Fitting in

Fish evolved to adapt to their swimming environments  

 
Published: Monday 15 March 2010

imageA liquid always tries to fill the space it gets; humans adapt to the freezing temperatures of Greenland and to the near-burning heat of Africa; birds sing louder to be heard in a noisy locality. What about the fish?

Well, fish evolve by changing their shape to swim more efficiently in the waters they inhabit. For example, a salmon in a narrow fish farm might learn to move as slowly as an eel when left with no other option. But fish evolve slowly; the change is not easy to document.
   
Hydrodynamics and biofluid specialists at the Saint Anthony Falls Laboratory in the University of Minnesota, usa, demonstrated the possibility. They designed a fish that had the sleek, powerful shape of a mackerel and could either swim like a real mackerel or copy the wriggling motion of an eel. Then they developed an eel that could also beat its tail like a mackerel. Both types were made to swim in two virtual swimming environments: one which required water movements similar to those generated by the slower eel and the other which resembled that produced by the faster mackerel.

The study, published in the January 1 issue of the Journal of Experimental Biology, found that the mackerel did well swimming like an eel in confined waters and that the eel swam as swiftly as a mackerel in open waters. The most efficient swimming gait is assumed to spend as little energy as possible. The idea behind the experiment is that the fish will stick to this basic principle even if it means evolving into a more convenient shape. This study thus explains the evolution of fish in light of adaptation: mackerels are mackerels and eels are eels because of the waters they inhabit.
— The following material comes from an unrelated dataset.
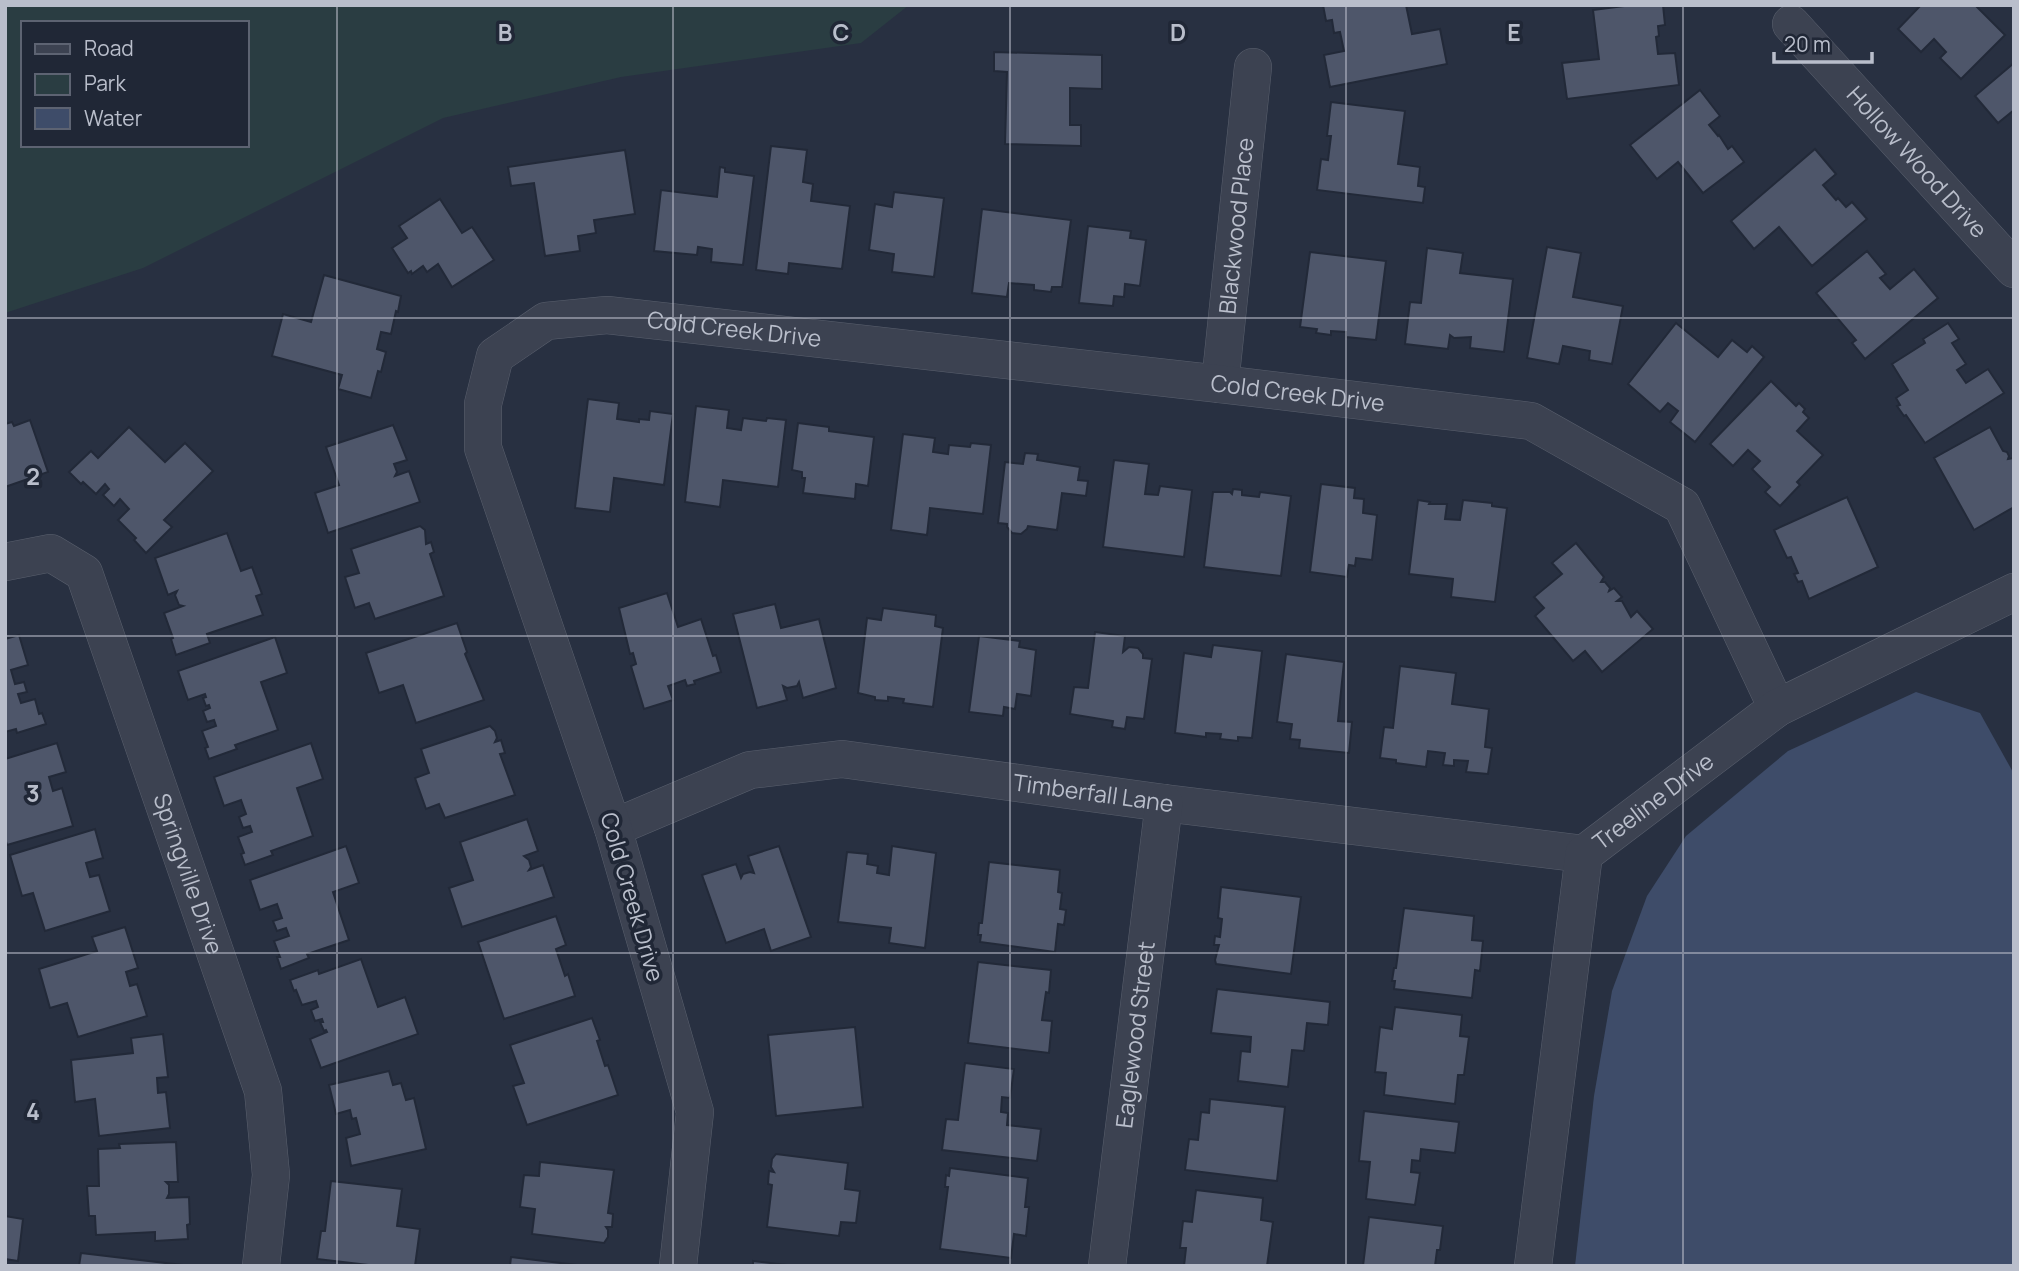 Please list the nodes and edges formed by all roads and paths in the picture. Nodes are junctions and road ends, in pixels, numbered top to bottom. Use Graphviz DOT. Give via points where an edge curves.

“An important application of the study is in designing bio-inspired swimming robots. It provides a scientific framework for optimizing the shape of the robot to achieve a particular performance objective such as minimizing power consumption or achieving maximum swimming velocity across different hydrodynamic regimes,” said Fotis Sotiropoulos who led the study. Such super-aquatic robots could be built to retrieve samples from toxic waste pools or ocean depths.